--- START ---
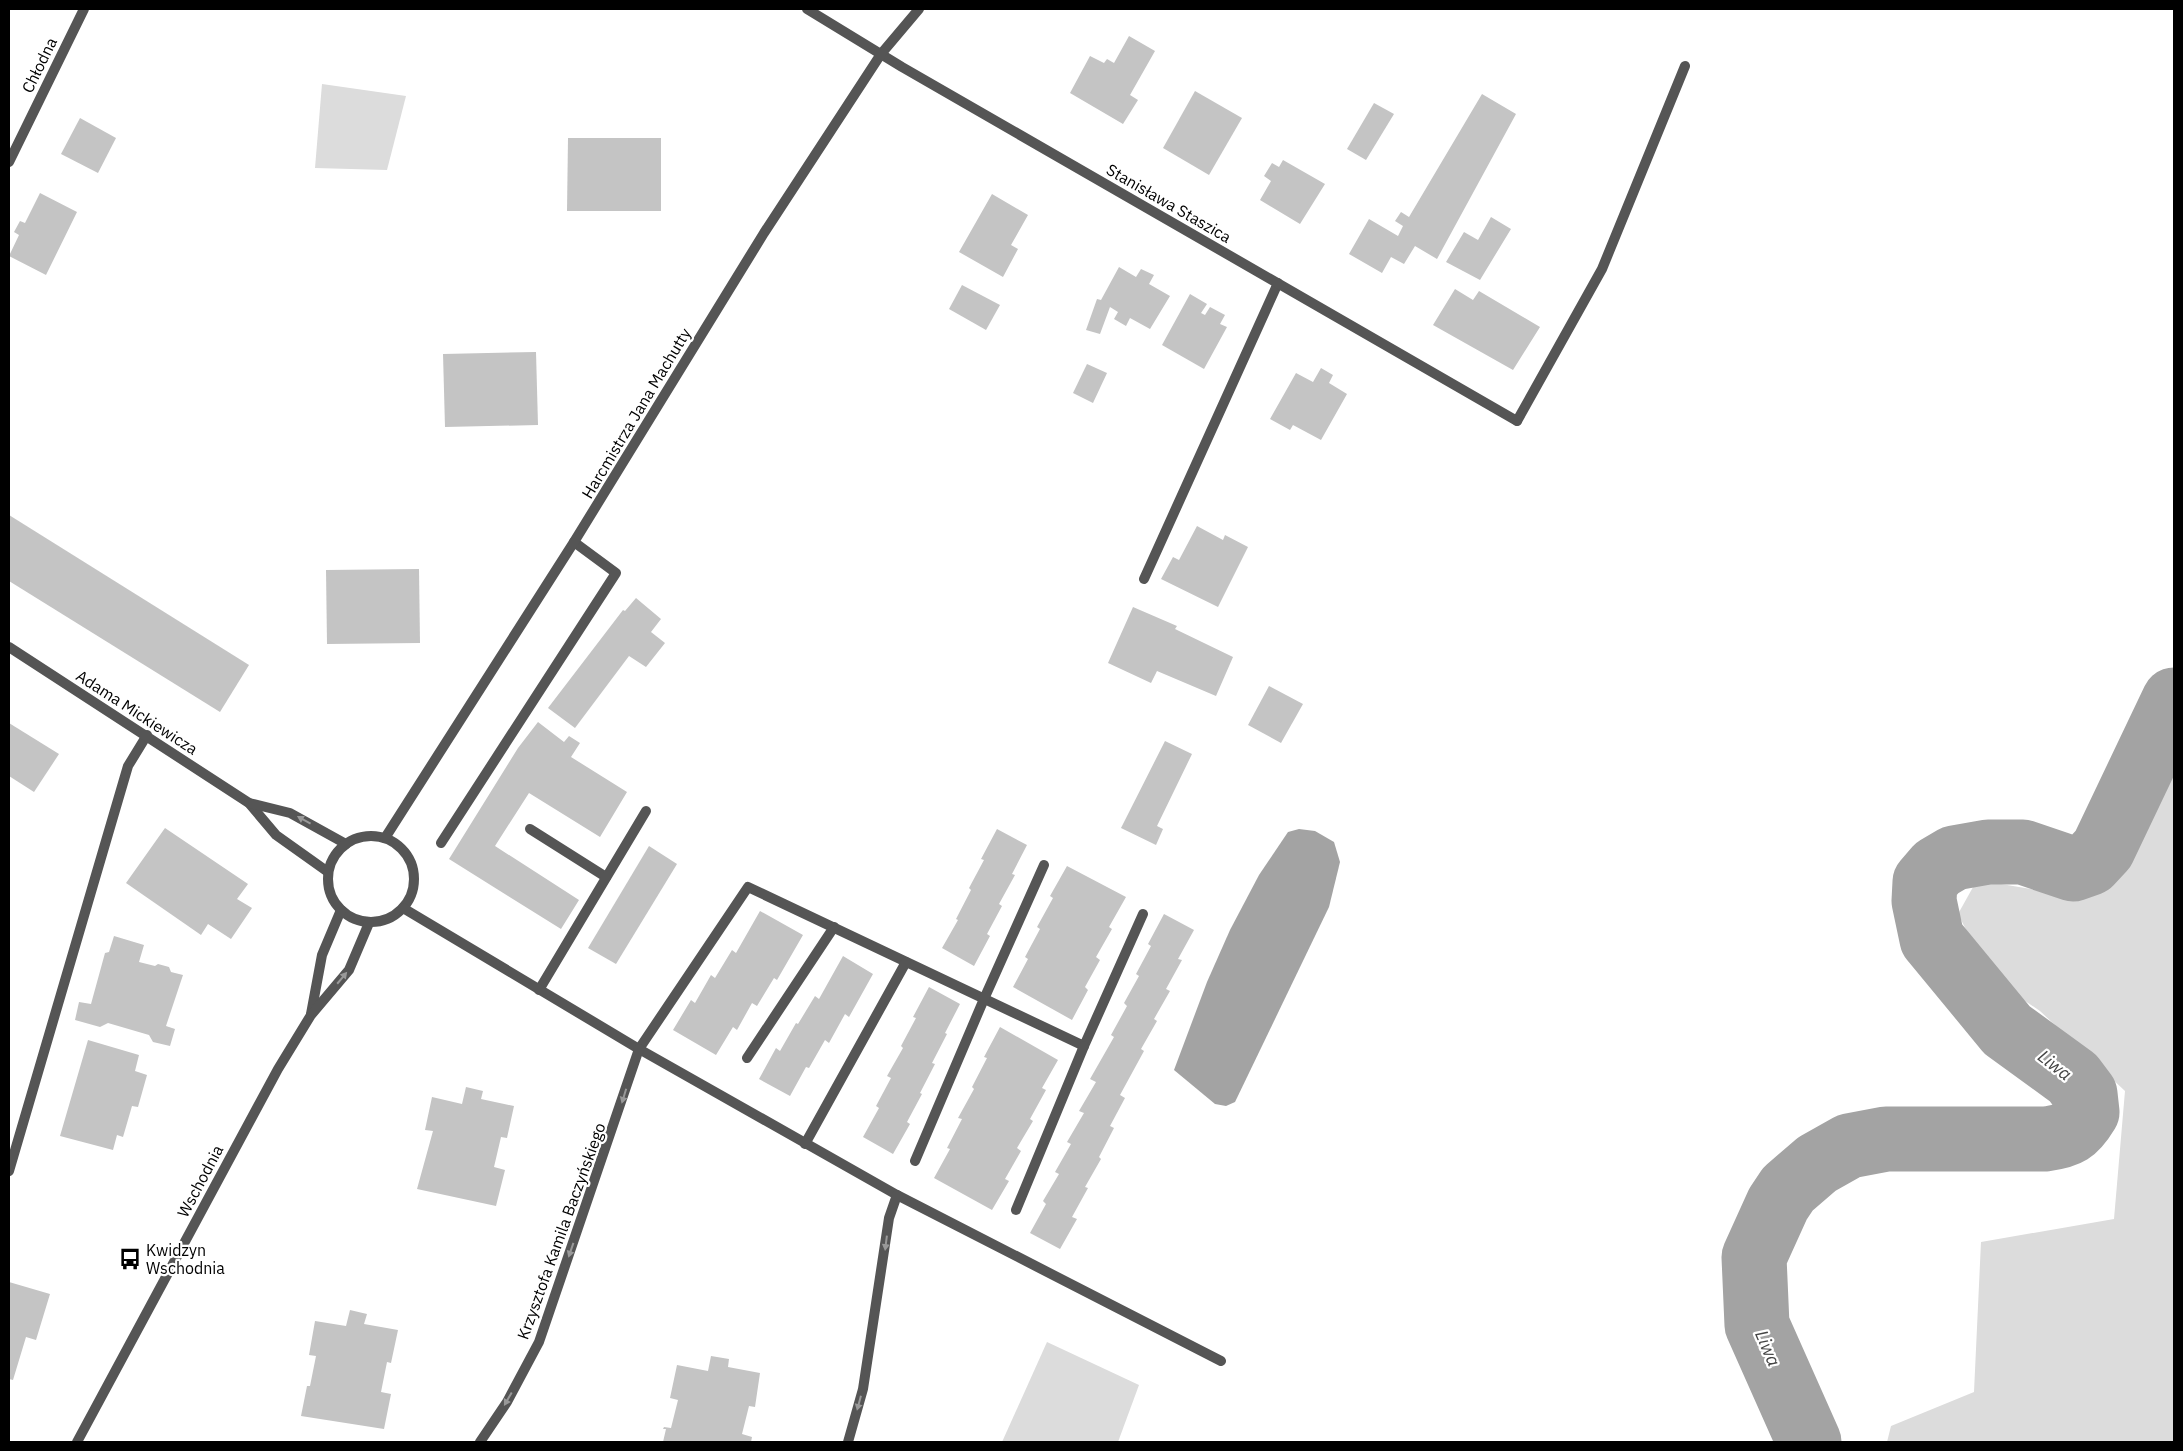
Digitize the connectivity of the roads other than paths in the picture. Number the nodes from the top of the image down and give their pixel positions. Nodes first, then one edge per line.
1 (84, 9) edge
2 (808, 9) edge
3 (919, 9) edge
4 (881, 54) junction
5 (1685, 66) dead end
6 (9, 162) edge
7 (1278, 283) junction
8 (574, 542) junction
9 (1144, 579) dead end
10 (9, 646) edge
11 (147, 735) junction
12 (249, 803) junction
13 (646, 811) dead end
14 (530, 829) dead end
15 (385, 838) junction
16 (441, 843) dead end
17 (346, 844) junction
18 (1044, 865) dead end
19 (328, 872) junction
20 (606, 877) junction
21 (403, 908) junction
22 (341, 910) junction
23 (1142, 914) dead end
24 (369, 923) junction
25 (834, 927) junction
26 (906, 962) junction
27 (539, 990) junction
28 (984, 999) junction
29 (311, 1015) junction
30 (1084, 1046) junction
31 (639, 1050) junction
32 (746, 1058) dead end
33 (805, 1144) junction
34 (915, 1161) dead end
35 (9, 1171) edge
36 (897, 1196) junction
37 (1016, 1210) dead end
38 (1221, 1361) dead end
39 (77, 1442) edge
40 (480, 1442) edge
41 (848, 1442) edge

1 - 6 street, Chłodna
2 - 4 street, Stanisława Staszica
3 - 4 street, Harcmistrza Jana Machutty
4 - 7 street, Stanisława Staszica
4 - 8 street, Harcmistrza Jana Machutty
5 - 7 street, Stanisława Staszica
7 - 9 street
8 - 15 street, Harcmistrza Jana Machutty
8 - 16 street
10 - 11 street, Adama Mickiewicza
11 - 12 street, Adama Mickiewicza
11 - 35 street
17 -> 12 street, Adama Mickiewicza
12 - 19 street, Adama Mickiewicza
13 - 20 street
14 - 20 street
15 - 17 street
15 - 21 street
17 - 19 street
18 - 28 street
19 - 22 street
20 - 27 street
21 - 24 street
21 - 27 street
22 - 24 street
22 - 29 street, Wschodnia
23 - 30 street
29 -> 24 street, Wschodnia
25 - 26 street
25 - 31 street, Krzysztofa Kamila Baczyńskiego
25 - 32 street
26 - 28 street
26 - 33 street
27 - 31 street
28 - 30 street
28 - 34 street
29 - 39 street, Wschodnia
30 - 37 street
31 - 33 street
31 -> 40 street, Krzysztofa Kamila Baczyńskiego
33 - 36 street
36 - 38 street
36 -> 41 street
--- END ---
- _TASK BRIEF_
With images left out, the data must be transcribed exactly.

- _WRITTEN ANSWER_
Digitize the connectivity of the roads other than paths in the picture. Number the nodes from the top of the image down and give their pixel positions. Nodes first, then one edge per line.
1 (84, 9) edge
2 (808, 9) edge
3 (919, 9) edge
4 (881, 54) junction
5 (1685, 66) dead end
6 (9, 162) edge
7 (1278, 283) junction
8 (574, 542) junction
9 (1144, 579) dead end
10 (9, 646) edge
11 (147, 735) junction
12 (249, 803) junction
13 (646, 811) dead end
14 (530, 829) dead end
15 (385, 838) junction
16 (441, 843) dead end
17 (346, 844) junction
18 (1044, 865) dead end
19 (328, 872) junction
20 (606, 877) junction
21 (403, 908) junction
22 (341, 910) junction
23 (1142, 914) dead end
24 (369, 923) junction
25 (834, 927) junction
26 (906, 962) junction
27 (539, 990) junction
28 (984, 999) junction
29 (311, 1015) junction
30 (1084, 1046) junction
31 (639, 1050) junction
32 (746, 1058) dead end
33 (805, 1144) junction
34 (915, 1161) dead end
35 (9, 1171) edge
36 (897, 1196) junction
37 (1016, 1210) dead end
38 (1221, 1361) dead end
39 (77, 1442) edge
40 (480, 1442) edge
41 (848, 1442) edge

1 - 6 street, Chłodna
2 - 4 street, Stanisława Staszica
3 - 4 street, Harcmistrza Jana Machutty
4 - 7 street, Stanisława Staszica
4 - 8 street, Harcmistrza Jana Machutty
5 - 7 street, Stanisława Staszica
7 - 9 street
8 - 15 street, Harcmistrza Jana Machutty
8 - 16 street
10 - 11 street, Adama Mickiewicza
11 - 12 street, Adama Mickiewicza
11 - 35 street
17 -> 12 street, Adama Mickiewicza
12 - 19 street, Adama Mickiewicza
13 - 20 street
14 - 20 street
15 - 17 street
15 - 21 street
17 - 19 street
18 - 28 street
19 - 22 street
20 - 27 street
21 - 24 street
21 - 27 street
22 - 24 street
22 - 29 street, Wschodnia
23 - 30 street
29 -> 24 street, Wschodnia
25 - 26 street
25 - 31 street, Krzysztofa Kamila Baczyńskiego
25 - 32 street
26 - 28 street
26 - 33 street
27 - 31 street
28 - 30 street
28 - 34 street
29 - 39 street, Wschodnia
30 - 37 street
31 - 33 street
31 -> 40 street, Krzysztofa Kamila Baczyńskiego
33 - 36 street
36 - 38 street
36 -> 41 street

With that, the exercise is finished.